As I’ve found in my research, the development of offshore finance in Luxembourg was not due to globalization or entrepreneurialism, but was rather a state-guided process to create a workforce whose income taxes could fund what is now the country’s generous welfare state. Thus, paradoxically, it is tax flight from, say, the United States or France – which leads to a decline in the quality of public services in these countries – that subsidizes the current high standard of living in Luxembourg.

As I ask, in an era of increasing inequality – why is it that a rich few are able to forgo their societal obligations by avoiding their fair share of tax?” – Dr. Samuel Weeks

Q: What first sparked your interest in your research question?

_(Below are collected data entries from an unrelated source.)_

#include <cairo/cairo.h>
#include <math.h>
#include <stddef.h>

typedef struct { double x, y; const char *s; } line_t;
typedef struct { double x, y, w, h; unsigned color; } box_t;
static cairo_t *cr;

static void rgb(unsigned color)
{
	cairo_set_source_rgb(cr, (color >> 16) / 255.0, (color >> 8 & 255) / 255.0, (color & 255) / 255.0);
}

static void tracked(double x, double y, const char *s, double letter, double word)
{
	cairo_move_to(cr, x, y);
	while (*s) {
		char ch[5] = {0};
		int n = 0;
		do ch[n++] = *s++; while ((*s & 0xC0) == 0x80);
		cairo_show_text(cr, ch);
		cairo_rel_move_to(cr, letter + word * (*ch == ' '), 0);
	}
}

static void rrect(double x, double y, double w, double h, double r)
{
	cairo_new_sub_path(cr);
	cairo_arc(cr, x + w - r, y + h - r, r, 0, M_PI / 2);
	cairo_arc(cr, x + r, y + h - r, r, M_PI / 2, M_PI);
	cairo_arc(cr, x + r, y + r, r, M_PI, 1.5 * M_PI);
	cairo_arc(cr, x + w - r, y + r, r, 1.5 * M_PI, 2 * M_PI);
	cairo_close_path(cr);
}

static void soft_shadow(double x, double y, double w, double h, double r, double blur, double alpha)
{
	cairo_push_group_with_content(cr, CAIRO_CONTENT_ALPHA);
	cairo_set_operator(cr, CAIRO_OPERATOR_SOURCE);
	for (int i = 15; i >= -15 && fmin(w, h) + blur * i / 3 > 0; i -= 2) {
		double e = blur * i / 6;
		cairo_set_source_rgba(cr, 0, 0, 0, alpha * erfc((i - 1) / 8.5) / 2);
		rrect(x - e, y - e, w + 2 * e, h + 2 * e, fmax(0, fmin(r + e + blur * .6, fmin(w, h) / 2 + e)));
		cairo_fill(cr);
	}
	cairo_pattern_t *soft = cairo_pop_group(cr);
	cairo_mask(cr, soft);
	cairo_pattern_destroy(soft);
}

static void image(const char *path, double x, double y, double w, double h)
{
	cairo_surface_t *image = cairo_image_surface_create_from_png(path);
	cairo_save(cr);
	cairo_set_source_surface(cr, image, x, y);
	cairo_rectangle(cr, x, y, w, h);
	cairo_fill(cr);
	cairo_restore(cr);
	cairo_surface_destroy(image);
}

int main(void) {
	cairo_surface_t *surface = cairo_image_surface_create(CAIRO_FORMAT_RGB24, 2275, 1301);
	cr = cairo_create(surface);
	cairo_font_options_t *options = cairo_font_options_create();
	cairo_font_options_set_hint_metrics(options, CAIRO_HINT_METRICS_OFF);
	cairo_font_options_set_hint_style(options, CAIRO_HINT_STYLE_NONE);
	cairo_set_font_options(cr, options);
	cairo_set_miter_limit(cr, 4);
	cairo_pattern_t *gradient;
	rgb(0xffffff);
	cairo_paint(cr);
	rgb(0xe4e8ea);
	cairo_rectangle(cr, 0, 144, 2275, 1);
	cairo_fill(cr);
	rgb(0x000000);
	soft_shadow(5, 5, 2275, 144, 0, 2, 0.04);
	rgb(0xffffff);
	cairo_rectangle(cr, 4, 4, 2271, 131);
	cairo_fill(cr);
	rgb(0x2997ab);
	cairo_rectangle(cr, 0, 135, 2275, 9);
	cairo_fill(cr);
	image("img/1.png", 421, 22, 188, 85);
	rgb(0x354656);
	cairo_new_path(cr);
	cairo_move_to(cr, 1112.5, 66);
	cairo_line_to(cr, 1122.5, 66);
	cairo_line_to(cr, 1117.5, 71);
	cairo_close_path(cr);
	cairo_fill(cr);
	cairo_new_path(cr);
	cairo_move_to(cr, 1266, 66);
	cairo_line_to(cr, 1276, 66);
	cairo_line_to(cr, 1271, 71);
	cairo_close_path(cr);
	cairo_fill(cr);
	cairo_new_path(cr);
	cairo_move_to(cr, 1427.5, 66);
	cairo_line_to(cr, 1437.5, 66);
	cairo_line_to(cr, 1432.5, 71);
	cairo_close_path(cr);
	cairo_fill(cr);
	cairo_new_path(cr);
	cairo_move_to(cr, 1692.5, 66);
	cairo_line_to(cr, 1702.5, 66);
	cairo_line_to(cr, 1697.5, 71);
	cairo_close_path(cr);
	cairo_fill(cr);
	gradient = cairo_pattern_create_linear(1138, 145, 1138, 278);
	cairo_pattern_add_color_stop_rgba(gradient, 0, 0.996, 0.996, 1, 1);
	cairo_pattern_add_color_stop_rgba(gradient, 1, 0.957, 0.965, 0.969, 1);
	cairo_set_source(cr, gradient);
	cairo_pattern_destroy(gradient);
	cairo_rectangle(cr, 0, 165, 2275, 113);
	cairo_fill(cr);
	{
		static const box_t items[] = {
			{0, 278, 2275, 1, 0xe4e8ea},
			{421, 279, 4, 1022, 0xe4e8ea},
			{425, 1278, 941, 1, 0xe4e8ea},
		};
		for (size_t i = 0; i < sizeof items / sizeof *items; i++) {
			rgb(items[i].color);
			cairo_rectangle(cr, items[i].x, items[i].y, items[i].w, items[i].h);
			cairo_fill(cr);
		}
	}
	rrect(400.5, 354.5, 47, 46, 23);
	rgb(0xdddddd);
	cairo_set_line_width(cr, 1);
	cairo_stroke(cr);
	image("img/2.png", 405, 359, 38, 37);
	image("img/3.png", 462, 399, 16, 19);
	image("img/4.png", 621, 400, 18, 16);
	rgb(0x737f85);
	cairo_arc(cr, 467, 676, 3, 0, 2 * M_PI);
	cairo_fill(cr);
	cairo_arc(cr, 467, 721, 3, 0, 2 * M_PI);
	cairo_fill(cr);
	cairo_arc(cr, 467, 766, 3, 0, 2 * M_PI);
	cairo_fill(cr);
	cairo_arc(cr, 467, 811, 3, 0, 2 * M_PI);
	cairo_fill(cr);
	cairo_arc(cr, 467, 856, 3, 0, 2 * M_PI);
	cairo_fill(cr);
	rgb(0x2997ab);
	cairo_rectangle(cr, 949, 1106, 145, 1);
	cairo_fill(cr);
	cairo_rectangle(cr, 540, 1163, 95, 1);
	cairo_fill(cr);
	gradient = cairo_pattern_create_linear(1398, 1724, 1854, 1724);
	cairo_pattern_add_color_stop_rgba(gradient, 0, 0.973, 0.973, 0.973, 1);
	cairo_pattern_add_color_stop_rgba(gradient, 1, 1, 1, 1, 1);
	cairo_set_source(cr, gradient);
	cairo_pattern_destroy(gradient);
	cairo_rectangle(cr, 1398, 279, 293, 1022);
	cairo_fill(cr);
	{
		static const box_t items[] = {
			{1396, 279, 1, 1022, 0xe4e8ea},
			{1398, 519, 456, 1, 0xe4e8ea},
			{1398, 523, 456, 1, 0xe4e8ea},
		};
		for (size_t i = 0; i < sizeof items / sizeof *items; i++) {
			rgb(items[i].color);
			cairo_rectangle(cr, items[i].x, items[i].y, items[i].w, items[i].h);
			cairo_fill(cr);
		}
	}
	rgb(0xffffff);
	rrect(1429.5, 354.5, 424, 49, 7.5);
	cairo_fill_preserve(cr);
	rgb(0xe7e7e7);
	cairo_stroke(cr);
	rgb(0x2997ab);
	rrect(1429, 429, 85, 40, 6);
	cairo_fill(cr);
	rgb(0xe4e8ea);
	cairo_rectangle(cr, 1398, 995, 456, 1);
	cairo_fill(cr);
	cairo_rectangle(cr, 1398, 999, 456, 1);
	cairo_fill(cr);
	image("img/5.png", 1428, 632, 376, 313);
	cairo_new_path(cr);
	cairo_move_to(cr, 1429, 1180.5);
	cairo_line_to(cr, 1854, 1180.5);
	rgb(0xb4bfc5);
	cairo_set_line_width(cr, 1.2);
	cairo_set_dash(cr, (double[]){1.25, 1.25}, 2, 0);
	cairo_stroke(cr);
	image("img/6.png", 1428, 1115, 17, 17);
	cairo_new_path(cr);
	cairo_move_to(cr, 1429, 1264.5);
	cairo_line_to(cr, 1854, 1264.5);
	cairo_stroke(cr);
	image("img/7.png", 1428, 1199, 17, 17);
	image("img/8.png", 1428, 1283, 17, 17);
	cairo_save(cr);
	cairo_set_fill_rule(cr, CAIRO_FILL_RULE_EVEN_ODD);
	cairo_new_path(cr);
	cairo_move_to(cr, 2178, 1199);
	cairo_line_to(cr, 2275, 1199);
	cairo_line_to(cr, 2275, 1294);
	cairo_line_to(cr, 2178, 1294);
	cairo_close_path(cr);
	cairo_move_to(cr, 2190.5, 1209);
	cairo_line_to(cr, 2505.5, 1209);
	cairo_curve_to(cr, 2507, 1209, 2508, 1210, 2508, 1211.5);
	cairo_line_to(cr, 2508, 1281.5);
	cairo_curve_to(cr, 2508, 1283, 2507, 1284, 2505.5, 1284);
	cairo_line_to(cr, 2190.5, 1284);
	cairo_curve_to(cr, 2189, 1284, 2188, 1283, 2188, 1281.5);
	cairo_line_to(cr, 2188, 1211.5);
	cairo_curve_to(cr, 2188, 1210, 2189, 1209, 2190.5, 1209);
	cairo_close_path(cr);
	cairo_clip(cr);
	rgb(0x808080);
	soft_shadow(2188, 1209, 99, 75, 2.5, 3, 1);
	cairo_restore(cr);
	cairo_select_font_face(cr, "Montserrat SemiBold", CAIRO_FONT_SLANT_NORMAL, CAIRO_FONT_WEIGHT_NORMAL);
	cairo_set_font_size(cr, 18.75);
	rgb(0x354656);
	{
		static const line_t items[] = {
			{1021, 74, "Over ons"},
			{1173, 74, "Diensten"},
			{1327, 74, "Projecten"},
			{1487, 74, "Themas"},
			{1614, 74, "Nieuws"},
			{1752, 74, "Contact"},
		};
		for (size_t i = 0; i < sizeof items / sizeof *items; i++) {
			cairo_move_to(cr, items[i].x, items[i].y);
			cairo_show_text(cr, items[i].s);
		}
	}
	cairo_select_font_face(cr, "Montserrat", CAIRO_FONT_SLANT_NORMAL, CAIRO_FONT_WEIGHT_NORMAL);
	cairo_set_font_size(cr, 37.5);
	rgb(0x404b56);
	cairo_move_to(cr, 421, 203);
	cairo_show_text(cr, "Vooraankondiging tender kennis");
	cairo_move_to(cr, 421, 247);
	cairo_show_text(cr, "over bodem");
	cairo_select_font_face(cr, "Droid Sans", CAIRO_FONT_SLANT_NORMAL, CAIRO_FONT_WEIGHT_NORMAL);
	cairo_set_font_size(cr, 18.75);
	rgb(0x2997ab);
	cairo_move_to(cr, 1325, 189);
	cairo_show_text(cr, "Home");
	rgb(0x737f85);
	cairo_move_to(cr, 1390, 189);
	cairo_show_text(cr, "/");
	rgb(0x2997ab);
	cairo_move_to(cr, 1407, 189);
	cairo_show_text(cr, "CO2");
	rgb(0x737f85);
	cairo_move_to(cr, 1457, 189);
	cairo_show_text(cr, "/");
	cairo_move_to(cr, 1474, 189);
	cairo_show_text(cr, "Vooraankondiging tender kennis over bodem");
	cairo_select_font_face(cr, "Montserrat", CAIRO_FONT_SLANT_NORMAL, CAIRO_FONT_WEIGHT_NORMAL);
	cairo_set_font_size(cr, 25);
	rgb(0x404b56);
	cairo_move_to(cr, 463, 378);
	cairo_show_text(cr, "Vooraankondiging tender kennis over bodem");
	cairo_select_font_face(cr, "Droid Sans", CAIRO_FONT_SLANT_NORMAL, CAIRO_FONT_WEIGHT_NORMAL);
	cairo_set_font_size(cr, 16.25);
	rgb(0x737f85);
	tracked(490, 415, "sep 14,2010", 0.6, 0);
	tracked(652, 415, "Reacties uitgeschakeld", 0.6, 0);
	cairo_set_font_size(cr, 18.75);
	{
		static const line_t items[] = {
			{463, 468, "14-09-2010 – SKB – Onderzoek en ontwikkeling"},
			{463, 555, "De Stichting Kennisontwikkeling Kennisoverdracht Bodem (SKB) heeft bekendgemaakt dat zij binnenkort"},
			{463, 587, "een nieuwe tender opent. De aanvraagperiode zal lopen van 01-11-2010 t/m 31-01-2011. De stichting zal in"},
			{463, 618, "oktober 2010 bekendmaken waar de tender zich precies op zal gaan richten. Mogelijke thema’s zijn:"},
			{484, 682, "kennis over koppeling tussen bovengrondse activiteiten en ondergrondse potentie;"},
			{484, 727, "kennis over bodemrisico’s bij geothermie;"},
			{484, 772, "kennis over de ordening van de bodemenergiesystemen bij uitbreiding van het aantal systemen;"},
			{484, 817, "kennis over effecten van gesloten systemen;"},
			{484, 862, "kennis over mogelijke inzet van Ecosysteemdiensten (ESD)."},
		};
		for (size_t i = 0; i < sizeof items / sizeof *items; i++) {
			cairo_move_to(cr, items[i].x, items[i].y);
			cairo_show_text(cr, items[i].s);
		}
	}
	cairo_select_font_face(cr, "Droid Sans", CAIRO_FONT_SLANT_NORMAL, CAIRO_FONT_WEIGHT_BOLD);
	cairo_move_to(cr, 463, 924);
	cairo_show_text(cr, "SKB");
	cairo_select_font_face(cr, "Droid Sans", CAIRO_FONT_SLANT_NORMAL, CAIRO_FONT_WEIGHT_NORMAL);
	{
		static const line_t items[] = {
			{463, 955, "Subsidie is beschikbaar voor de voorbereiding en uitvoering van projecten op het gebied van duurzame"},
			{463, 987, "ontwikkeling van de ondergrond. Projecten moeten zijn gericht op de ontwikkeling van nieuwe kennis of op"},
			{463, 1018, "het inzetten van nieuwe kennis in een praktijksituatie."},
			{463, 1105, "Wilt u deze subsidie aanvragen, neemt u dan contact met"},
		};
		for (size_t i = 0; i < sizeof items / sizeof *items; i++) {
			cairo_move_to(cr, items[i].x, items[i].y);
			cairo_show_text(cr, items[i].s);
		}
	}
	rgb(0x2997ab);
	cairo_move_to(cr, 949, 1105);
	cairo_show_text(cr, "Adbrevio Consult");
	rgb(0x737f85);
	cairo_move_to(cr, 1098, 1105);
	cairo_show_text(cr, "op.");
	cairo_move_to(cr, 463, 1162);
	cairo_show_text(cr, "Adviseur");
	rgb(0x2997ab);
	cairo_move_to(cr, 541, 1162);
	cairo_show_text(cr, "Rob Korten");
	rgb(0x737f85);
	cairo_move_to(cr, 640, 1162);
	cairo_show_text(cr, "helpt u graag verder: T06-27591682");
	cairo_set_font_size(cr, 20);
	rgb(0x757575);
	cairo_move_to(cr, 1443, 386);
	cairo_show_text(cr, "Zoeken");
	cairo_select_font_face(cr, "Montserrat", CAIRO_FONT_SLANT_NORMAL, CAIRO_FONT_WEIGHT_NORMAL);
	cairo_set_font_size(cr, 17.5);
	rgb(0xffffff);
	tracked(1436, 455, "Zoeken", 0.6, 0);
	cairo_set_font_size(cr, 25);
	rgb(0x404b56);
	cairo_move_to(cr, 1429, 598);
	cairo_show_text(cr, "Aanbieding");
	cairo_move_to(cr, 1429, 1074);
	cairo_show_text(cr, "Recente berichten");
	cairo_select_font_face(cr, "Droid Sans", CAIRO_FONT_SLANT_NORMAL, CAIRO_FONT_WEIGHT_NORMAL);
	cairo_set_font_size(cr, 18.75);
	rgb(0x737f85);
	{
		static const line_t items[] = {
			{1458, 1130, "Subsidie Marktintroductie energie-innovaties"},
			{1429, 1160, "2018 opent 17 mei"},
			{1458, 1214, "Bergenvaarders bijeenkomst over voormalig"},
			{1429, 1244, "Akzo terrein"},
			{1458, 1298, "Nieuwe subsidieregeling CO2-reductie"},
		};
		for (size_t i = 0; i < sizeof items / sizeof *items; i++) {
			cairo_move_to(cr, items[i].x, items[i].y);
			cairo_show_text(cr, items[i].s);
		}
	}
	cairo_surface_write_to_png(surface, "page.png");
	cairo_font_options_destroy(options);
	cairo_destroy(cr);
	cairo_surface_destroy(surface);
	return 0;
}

November 2014, a few months after my first trip to Luxembourg, was the beginning of the LuxLeaksscandal – which was a bit like the Panama Papers and the Pandora Papers in that it exposed widespread tax avoidance by wealthy multinationals. The “LuxLeaks” showed how a single official from the Luxembourg tax authority signed off on deals allowing some of the world’s richest corporations – including Apple, Amazon, Fiat, Pepsi, Ikea and Koch Industries – to essentially pay no tax. When these companies don’t contribute their fair share to essential public resources, it means that others have to make up the difference, such as from the income taxes of middle- and working-class earners in the United States and elsewhere. Needless to say, it was in the fallout of the “LuxLeaks” that I established the basis for my current research project.

Q: What drives your passion to do this research?

As is detailed in the “LuxLeaks” and Panama Papers, the amount of tax that these wealthy companies and individuals avoid by routing money through Luxembourg is simply staggering, in the tens of billions of dollars – money that could instead be used to improve infrastructure, education and health care in the United States and other countries. It is the injustice of such arrangements that drives my passion for this research!

Q: What’s a little-known fact about your work?

We tend to think of the “offshore finance” that takes place in tax havens as something that only affects far off tropical islands, but that’s absolutely not the case! The money that, say, the City of Philadelphia lacks for improvements in infrastructure, education and health care very much exists – but, too frequently, it remains hidden in the ledger of a company with operations in Luxembourg or in one of the world’s many other tax havens.

Q: If you had any words of advice for an aspiring researcher in this field, what would they be?

Make sure that you digitize your field notes! Had I not done this, the months of painstaking research that I had conducted until then would have amounted to nothing when I unfortunately lost one of my field notebooks. It is fieldwork crises like this one that aspiring researchers should try to avoid at all costs.